Supervised Classification of LEO Debris Families Using Multi-Set Proper Elements
Michael Ling, Yang Yang
TL;DR
The paper tackles reconnecting unknown-origin debris objects to their parent fragments in low Earth orbit by leveraging multi-set proper elements and supervised learning. It extends prior MEE-based approaches by incorporating Poincaré and quaternion element sets, and introduces QTN$_p$ to preserve the semi-latus rectum and orbital scale, which significantly boosts classification performance. A modular synthetic pipeline simulates explosive breakups, propagates fragments with high-fidelity dynamics, extracts multiple proper-element representations, and trains neural networks on pairwise fragment data; the triple-set MEE + PNC + QTN model achieves ROC-AUC ≈ 0.858 and accuracy ≈ 0.75, outperforming single-set baselines. The findings demonstrate that combining complementary dynamical fingerprints improves debris-family discrimination in crowded LEO, with QTN$_p$ proving critical for quaternion-based features, and highlight considerations for domain shift, threshold tuning, and generalizability to real tracking data.
Abstract
Machine learning techniques using proper elements to reconnect families of satellite fragmentation debris have recently advanced, becoming key to space sustainability and domain awareness.
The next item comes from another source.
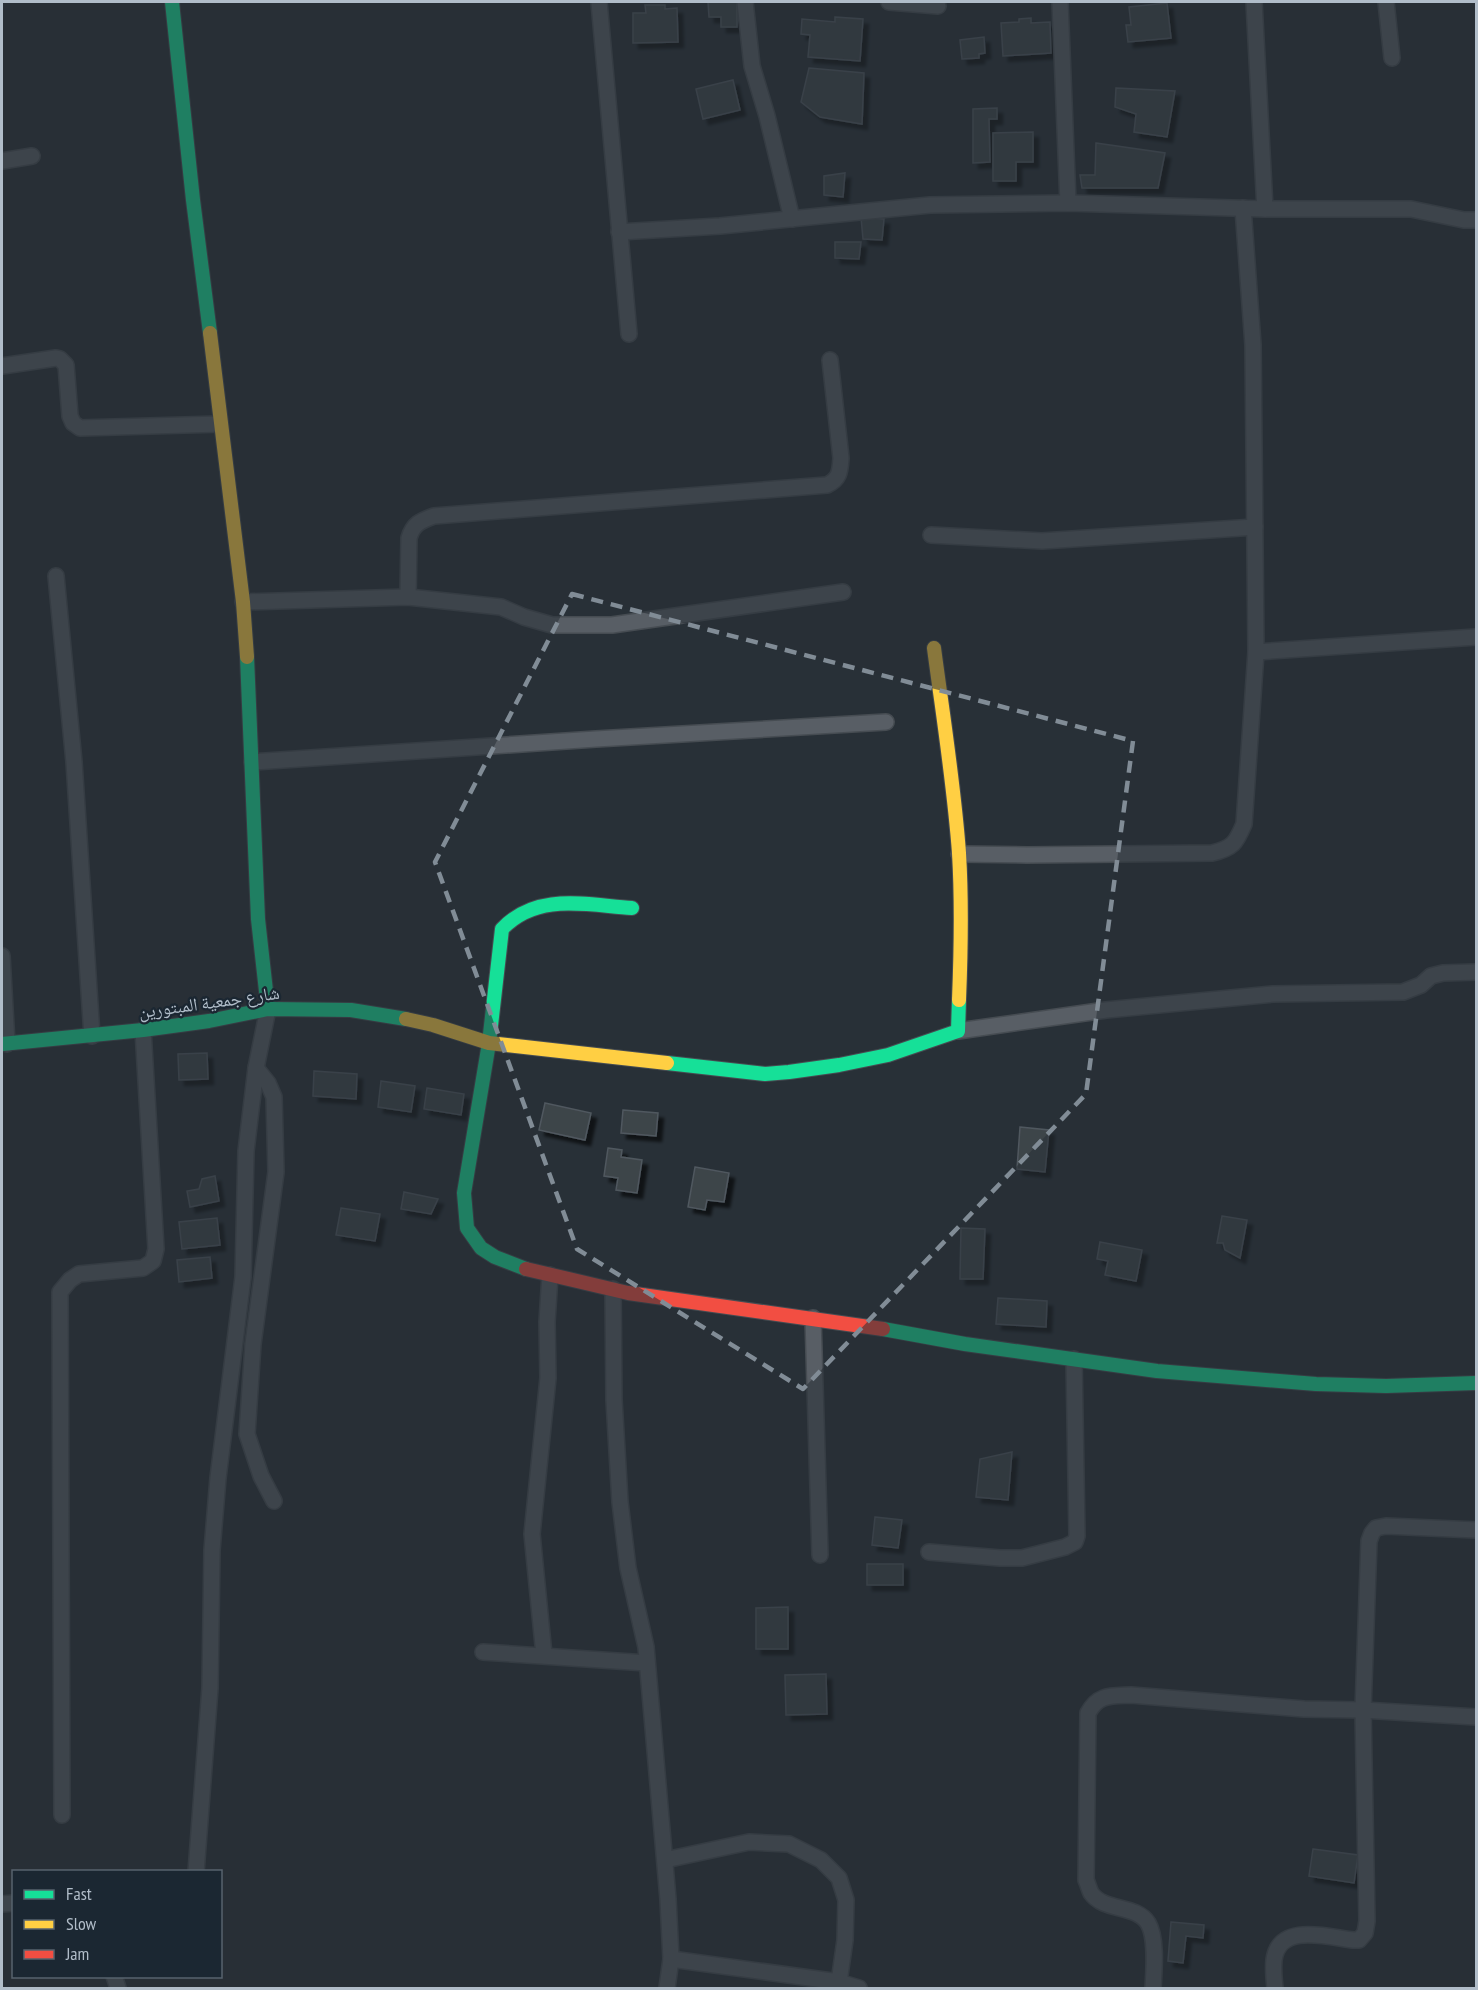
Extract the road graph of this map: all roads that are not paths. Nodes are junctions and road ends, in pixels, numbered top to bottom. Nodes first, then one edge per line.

However, an evolving circumterrestrial environment may limit their applicability, particularly when models are trained on outdated debris representations. In this work, we devise a computational pipeline using synthetic fragmentation data from explosive breakup events, generated via a Standard Breakup Model and propagated under a high-fidelity dynamical model. Proper elements are extracted using adapted algorithms for modified equinoctial (MEE), Poincar'e (PNC), and quaternion (QTN) sets. Extending beyond previous approaches limited to MEE space, we include PNC and QTN sets to broaden the dynamical fingerprints available to the classifier. Neural networks trained on various element combinations are used to determine if fragment pairs share a parent. Crucially, we identify a fundamental limitation when applying standard quaternion sets to neural networks: the loss of orbital size information during feature normalization. We introduce an augmented representation (QTN$_p$) that explicitly restores the semi-latus rectum, improving accuracy from 0.31 to 0.60 compared to the standard set. In synthetic Starlink-like LEO experiments, expanding proper-element sets generally improves discrimination. The best model, using a joint feature set (MEE + PNC + QTN), achieves an ROC-AUC of 0.858 compared to 0.789 for the MEE-only baseline, alongside higher accuracy and F1 scores.